Segment Open

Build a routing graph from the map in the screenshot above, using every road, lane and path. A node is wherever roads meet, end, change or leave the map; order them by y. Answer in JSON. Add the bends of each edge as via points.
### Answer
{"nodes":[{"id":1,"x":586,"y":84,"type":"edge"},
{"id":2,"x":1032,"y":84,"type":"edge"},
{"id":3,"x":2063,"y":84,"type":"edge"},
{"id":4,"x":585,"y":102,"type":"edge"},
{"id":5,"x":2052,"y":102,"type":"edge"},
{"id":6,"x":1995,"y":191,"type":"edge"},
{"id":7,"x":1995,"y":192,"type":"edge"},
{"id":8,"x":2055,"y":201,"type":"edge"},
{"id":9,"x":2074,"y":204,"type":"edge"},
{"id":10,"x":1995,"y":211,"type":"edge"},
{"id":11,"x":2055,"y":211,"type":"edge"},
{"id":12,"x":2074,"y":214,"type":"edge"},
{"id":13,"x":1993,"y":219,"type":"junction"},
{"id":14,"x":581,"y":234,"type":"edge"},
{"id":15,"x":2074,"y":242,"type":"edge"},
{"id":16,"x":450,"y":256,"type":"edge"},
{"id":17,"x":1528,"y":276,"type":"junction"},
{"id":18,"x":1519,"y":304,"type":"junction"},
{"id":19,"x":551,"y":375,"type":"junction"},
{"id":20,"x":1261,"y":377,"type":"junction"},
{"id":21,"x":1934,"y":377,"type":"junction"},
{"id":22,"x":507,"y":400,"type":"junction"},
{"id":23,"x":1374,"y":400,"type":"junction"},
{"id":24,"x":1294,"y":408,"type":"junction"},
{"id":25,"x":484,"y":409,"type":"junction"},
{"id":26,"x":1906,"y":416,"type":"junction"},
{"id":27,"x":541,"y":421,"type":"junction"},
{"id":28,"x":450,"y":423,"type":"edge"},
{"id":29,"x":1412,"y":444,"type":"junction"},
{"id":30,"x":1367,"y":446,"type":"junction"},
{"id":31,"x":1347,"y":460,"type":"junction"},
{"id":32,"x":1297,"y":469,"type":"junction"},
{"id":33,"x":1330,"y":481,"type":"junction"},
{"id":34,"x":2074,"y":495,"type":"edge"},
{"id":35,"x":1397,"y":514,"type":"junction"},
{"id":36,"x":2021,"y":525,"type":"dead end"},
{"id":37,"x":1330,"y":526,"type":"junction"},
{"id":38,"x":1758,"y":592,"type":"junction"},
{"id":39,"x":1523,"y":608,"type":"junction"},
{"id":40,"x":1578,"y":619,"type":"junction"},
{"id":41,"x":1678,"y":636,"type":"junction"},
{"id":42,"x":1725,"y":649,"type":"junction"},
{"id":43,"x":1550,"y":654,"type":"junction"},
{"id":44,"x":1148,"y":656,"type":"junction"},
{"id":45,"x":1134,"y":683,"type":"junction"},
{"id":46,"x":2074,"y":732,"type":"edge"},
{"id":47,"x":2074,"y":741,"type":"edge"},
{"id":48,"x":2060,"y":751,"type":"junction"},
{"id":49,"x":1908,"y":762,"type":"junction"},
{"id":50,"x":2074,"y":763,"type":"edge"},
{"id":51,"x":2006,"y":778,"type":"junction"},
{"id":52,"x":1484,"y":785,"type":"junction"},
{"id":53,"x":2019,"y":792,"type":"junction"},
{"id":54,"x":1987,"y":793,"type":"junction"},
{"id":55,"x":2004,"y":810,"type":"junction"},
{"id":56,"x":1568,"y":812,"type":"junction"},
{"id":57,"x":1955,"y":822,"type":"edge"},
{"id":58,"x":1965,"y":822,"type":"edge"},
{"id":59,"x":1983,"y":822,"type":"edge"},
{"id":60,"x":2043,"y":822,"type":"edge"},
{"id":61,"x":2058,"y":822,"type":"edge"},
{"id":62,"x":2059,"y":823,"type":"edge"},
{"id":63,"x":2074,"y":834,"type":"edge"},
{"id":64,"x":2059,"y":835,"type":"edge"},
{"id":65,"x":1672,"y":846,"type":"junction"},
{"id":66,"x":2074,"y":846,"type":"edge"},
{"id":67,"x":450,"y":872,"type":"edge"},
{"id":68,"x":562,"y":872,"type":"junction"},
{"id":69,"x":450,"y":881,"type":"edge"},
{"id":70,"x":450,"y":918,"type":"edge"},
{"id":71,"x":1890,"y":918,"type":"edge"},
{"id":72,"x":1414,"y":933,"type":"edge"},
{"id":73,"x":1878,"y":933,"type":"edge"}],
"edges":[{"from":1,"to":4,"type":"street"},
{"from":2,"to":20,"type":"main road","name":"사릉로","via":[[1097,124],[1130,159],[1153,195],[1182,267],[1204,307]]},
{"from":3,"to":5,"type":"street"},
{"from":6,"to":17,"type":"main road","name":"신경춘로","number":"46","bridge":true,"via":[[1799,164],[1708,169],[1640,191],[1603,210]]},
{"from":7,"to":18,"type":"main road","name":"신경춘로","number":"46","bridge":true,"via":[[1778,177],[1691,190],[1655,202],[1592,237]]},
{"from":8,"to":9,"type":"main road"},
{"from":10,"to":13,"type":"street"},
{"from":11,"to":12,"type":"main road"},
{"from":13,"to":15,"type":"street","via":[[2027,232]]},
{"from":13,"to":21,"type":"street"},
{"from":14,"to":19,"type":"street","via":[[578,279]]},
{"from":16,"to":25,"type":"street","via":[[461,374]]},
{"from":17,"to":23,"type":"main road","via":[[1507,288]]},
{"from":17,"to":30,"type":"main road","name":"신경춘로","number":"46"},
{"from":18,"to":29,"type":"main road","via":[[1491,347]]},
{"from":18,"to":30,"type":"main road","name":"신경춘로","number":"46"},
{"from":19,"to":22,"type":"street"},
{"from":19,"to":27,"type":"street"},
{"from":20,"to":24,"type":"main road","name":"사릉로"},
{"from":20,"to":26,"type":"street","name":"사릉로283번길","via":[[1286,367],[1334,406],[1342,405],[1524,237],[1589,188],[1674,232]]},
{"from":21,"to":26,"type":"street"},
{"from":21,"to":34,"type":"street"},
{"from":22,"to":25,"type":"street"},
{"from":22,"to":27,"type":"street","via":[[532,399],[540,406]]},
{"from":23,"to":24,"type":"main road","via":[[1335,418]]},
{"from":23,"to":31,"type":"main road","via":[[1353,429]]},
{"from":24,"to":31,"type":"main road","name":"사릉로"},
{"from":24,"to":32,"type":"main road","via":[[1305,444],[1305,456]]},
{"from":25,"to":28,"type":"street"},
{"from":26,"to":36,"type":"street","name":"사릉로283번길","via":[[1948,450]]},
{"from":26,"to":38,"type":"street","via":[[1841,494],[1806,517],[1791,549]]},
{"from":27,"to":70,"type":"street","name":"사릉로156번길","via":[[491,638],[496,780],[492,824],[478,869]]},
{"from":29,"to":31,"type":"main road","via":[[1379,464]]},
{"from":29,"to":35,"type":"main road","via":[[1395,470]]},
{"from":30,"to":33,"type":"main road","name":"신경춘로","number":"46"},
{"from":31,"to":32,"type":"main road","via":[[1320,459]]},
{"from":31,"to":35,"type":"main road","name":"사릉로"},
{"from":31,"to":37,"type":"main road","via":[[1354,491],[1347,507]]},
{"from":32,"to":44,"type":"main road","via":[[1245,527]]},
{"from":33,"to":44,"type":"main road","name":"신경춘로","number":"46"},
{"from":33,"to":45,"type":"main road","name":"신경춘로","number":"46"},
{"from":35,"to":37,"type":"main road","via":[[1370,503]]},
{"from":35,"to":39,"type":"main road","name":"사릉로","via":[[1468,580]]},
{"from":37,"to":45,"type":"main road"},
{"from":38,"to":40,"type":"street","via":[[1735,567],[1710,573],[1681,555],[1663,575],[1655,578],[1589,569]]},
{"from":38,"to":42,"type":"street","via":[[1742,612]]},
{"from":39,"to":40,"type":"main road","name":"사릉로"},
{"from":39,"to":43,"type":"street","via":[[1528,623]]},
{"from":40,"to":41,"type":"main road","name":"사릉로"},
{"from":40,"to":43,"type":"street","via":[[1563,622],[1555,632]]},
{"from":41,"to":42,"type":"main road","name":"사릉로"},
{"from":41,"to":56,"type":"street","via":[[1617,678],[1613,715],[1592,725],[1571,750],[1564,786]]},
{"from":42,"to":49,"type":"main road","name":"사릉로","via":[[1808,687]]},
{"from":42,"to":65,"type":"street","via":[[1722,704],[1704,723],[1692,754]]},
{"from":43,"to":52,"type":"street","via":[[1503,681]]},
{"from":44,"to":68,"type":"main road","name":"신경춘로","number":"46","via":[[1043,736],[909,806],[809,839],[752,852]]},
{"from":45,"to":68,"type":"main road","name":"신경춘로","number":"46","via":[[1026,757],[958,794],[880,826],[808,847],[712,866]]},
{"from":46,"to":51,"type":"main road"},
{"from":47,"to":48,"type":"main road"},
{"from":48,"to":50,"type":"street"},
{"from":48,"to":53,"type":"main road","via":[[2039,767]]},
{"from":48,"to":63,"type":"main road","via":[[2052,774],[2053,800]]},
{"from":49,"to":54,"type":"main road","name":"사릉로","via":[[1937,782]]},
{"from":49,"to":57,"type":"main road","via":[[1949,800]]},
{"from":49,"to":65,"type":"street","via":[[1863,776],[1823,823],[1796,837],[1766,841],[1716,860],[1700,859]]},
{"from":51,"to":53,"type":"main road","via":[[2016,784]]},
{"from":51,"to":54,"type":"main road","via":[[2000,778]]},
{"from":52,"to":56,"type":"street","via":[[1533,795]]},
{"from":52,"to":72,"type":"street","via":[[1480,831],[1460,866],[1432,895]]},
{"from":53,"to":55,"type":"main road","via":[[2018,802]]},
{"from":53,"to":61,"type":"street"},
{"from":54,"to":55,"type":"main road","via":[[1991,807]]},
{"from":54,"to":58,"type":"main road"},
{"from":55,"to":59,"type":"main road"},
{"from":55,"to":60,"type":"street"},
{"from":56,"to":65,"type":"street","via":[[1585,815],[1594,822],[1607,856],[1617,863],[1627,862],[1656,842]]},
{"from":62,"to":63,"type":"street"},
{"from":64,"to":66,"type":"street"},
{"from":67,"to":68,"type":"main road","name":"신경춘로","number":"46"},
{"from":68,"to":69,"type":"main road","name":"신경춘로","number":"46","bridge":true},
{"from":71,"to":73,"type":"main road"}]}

Segment Closed

== TASK BRIEF ==
Check each line of the entries, and copy the ones that contain "Answer".

== SOLUTION BELOW ==
Build a routing graph from the map in the screenshot above, using every road, lane and path. A node is wherever roads meet, end, change or leave the map; order them by y. Answer in JSON. Add the bends of each edge as via points.
### Answer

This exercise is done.